Market Overview
Paying for college, or something like it
Every year, parents paying for their children’s college education ask, “Is this really worth the money?” And every year, the answer becomes less of a full-throated “Yes! Absolutely! A college education is worth every penny, and then some!” By the end of the last academic year, the answer was more likely to be “Yeah. Maybe.”
This year, it really is an open question. Students are attending virtual classes while their parents are paying actual money. And even if the remote coursework is on a par with in-person instruction – it isn’t – part of the value of a college education is the on-campus experience. Think back: Do you remember more than flashes from your college classrooms? Compare that to what you remember from the dorms.
College is not what it was even a year ago. After all, you can’t have a Homecoming weekend if the kids never actually leave home.
It’s up to you whether you still think college is worth it, although the data still supports that premise. So, assuming you do, it’s best to start planning for how you are going to finance your kids’ education about as soon as you start picking out baby names.
529 + 401(k) = x
The most ubiquitous college savings option is the venerable 529 plan, a state-sponsored, tax-advantaged saving vehicle designed to encourage savings specifically for education. But there’s actually two different kinds of college savings plans:
- Prepaid tuition plans, which pre-purchase credits at participating colleges and universities, locked in at today’s prices; and
- Education savings plans, which is an investment account to save for the student’s future tuition, mandatory fees and room and board.
The first one usually only works at public colleges and universities within the state where you now live. Someone living in Philadelphia, for example, could pay Class of 2021 rates for Penn State tuition but not graduate or even attend until 2040 or later. Also, while these prepaid plans cover tuition, they probably won’t touch room-and-board expenses.

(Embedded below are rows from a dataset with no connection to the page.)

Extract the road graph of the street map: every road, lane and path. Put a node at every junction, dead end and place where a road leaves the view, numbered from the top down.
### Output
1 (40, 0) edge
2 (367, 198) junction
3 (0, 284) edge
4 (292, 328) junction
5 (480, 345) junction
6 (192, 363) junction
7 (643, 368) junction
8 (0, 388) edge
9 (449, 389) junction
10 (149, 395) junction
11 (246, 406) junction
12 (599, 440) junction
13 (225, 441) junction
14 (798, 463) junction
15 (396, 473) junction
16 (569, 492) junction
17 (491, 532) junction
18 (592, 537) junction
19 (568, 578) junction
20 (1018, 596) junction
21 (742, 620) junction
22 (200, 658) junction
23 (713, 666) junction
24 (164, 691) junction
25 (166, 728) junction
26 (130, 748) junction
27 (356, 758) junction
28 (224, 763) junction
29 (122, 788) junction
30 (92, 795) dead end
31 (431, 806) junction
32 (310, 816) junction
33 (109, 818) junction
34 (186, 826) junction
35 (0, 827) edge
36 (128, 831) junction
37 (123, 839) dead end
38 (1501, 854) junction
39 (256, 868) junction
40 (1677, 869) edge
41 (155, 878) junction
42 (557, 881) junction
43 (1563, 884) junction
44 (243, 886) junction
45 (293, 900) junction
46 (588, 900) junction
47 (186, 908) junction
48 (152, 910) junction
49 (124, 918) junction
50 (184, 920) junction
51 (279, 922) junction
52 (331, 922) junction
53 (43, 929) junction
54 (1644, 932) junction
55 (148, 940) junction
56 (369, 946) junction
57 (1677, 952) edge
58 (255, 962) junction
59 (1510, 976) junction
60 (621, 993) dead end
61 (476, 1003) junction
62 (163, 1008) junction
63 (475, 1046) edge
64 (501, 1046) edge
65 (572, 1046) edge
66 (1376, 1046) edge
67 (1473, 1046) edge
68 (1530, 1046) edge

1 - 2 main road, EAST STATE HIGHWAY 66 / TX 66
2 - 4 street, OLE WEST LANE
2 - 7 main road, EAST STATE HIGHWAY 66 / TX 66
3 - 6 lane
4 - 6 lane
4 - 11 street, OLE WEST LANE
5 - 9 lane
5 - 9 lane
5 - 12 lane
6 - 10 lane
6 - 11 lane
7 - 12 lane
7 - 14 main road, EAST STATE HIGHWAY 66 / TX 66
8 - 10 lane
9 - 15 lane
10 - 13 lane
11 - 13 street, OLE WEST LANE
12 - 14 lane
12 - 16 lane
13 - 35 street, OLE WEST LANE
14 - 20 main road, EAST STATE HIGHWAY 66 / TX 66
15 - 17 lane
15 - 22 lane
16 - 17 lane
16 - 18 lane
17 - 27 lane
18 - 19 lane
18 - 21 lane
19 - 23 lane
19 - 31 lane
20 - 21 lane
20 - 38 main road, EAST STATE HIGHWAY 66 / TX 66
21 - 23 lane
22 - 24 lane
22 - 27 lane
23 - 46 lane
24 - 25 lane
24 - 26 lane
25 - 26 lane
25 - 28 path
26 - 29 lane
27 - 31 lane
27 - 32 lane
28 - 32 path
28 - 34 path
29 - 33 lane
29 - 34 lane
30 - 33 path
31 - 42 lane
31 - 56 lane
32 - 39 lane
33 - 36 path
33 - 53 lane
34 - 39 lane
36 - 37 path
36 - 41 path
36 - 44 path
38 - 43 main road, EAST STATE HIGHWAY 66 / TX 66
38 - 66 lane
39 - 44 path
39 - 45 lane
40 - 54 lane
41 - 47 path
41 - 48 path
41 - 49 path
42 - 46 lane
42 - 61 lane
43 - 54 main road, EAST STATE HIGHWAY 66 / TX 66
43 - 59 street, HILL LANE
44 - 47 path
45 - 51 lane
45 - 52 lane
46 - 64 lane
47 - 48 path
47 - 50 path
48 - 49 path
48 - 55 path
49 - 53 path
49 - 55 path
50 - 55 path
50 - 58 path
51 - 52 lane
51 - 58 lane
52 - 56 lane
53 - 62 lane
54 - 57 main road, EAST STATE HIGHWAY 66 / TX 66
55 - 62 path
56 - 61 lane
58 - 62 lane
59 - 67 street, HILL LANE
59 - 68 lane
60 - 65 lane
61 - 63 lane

The second option is far more widely used. You can park up to $15,000 per year per child in these accounts, then invest the account as you see fit in a portfolio of mutual funds.
These aren’t the only two options for college savings, though. As we noted last year, you can also pass money on to your children during your lifetime via Uniform Gift to Minors Act accounts, which gives the kids access to financial assets you set aside for them as of their 18th birthdays. If you have more than $15,000 per year to hand down to them and can trust them to spend the money on educational expenses, then a UGMA could be an option.
In a separate article, we also noted that you can take money out of your qualified retirement accounts – 401(k)s, IRAs and the like – for “immediate and heavy financial need.” This includes college expenses. On the one hand, this is an option for children who might not be college-bound; if they end up not continuing their education, you still have these funds in your retirement portfolio. On the other hand, if you do use retirement funds to pay for college, the distribution becomes taxable income even though you won’t have to pay an early withdrawal penalty.
Debt to society
The typical college graduate who took out loans ends up owing $40,000, on average, as a result. That’s debt service that’s not going towards buying a home, investing for retirement or anything else that could build wealth.
Notoriously, there’s very little wiggle room to get out of student debt. Even a declaration of bankruptcy does not make this burden go away.
However, there is one way out: the U.S. Department of Education’s Public Service Loan Forgiveness program. Some or all of your children’s student debt could be wiped clean if they go into government or not-for-profit work. This isn’t an ideal solution, though, because it handcuffs them to those jobs for 10 years, during which they’re expected to keep up with their regular student loan payments without fail. But, at the end of the indenture, if they jump through the right hoops, the remainder of their debt will be forgiven.
Better ideas
Last year in this space, we outlined a few better ideas about managing college costs. You can dive in here, but just to bullet-point these thoughts:
- Scholarships from school-related or third-party organizations; these need to be applied for individually
- Needs-based grants from the federal government, the state government or the college itself; this involves filling out the Free Application for Federal Student Aid and your state’s equivalent form
- Work-study and other part-time jobs
- Opportunity tax credits available through federal and state governments; the federal one is worth $2,500 per year
- Community college as a low-cost option for up to two years before transferring to a four-year institution
If your kid still needs a helping hand paying for college, though, there’s an Armed Forces recruiter who’ll be happy to discuss other options.
But in whatever way you finance the education of your children, the best advice would always be to start as soon as you can and to engage the expertise of a qualified financial professional to make sure you’re on track and not missing any new opportunities.